Image via How Stuff Works

‘Creative thinking’ and ‘total autonomy’ are critical to innovation in the workplace.

But, as it turns out, they also lead to a fair number of failures, both public and private.

Wasted funds, legal trouble, and deep, undying shame are just a few of the corners you can back yourself into when there’s no one around to tell you ‘no’.

With that in mind, it should come as no surprise that U.S. intelligence and defense agencies are among the worst offenders.

Difficult problems, big budgets, and total secrecy; if that’s not a recipe for the occasional fuck up, we don’t know what is. (Included under the ‘fuck up’ umbrella: creepfests, human rights violations, and further proof that there are, in fact, bad ideas).

So why should you care? Aside from the fact that you probably pay taxes, you probably also have a job of your own.

So next time you’re faced with a mind-bendingly difficult problem, and your boss is urging you to think outside the box, remember this. Sometimes, it’s better to give up than to execute on a criminally half-baked idea.
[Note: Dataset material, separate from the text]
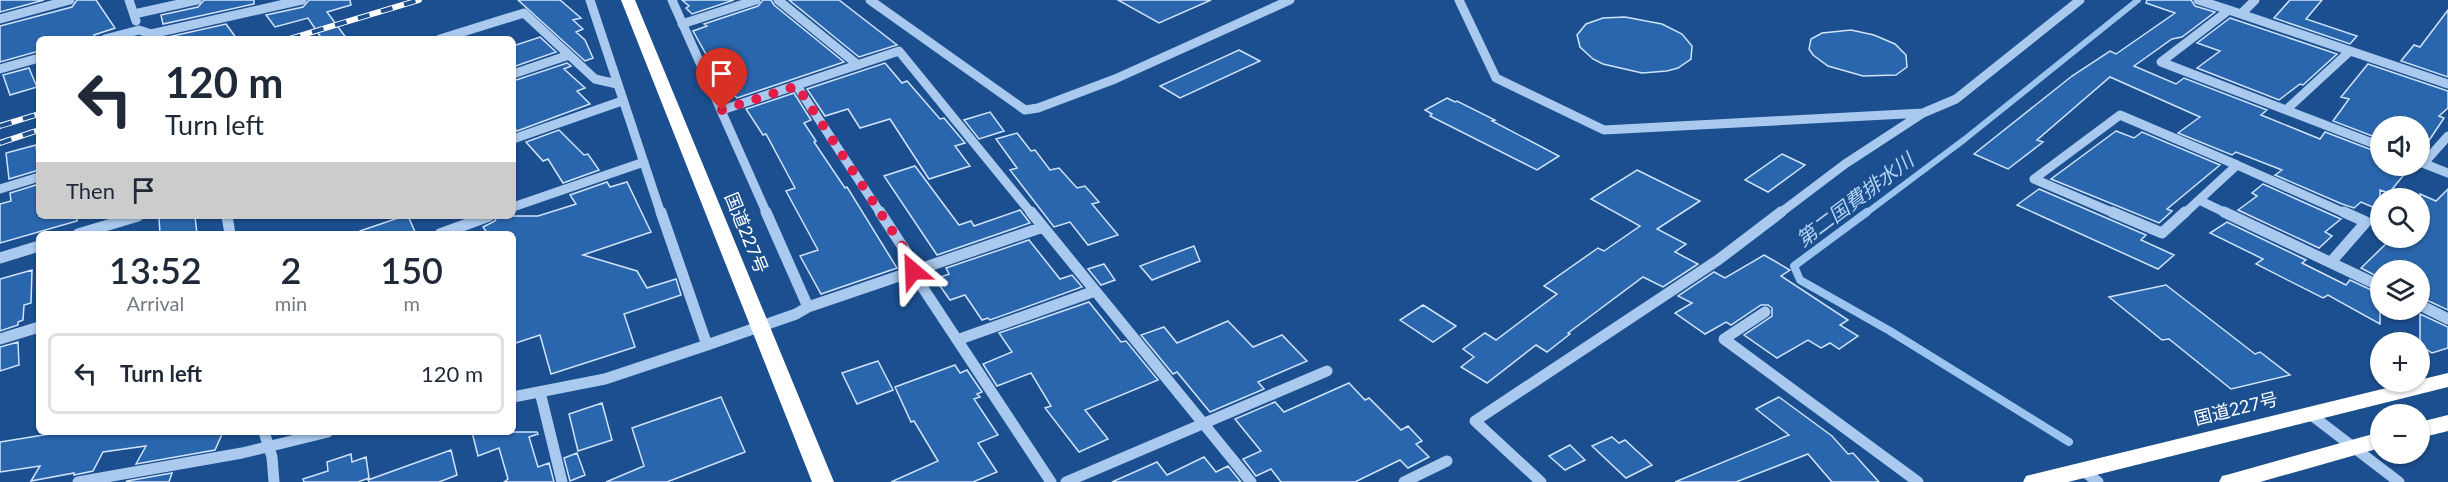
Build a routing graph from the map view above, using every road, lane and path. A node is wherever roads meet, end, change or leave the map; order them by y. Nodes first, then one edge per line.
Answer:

These 17 government projects represent the worst and the weirdest things  your tax dollars have ever funded – at least until something wilder gets marked ‘unclassified’.

 


1. Operation Acoustic Kitty

Image via Photobucket
Image via Photobucket

Today we use drones to spy on our enemies. But in the days of the Cold War, someone *cough cough* the CIA *cough*… thought that it would be a good idea to use cats.

Yes, cats. They spent $20 million ‘training’ and outfitting the first cat, which is a nice way of saying kitty went under the knife and came out stuffed it with surveillance equipment.

Needless to say, the sting – or should we say, scratch? – operation went terribly. Because as soon as they released it outside of the Kremlin, the poor cat was so hell-bent on escaping its tormentors (or so we imagine) that it ran out in front of a taxi and went splat.

The CIA claims they retrieved the cat, removed the equipment, stitched him up again, sent him on his way, and called the program quits right then and there. But doesn’t that sound just a little too neat and tidy?

 

2. Operation Mongoose

Image via Pinterest
Image via Pinterest

Seeing as he was persona non grata with the CIA pretty much from day one, Castro was the subject of more inane assassination plots than (probably) anyone else in history.

The US began by trying to tarnish his image – first with rumors that he was the Antichrist, and later by sneaking depilatories into his clothes to make his hair and beard fall out.

Apparently, the CIA is either a bunch of A) high school mean girls, or B) religious zealots.

For reasons we can’t fathom, that plan got them nowhere. So out of desperation, they resorted to even more unusual tactics.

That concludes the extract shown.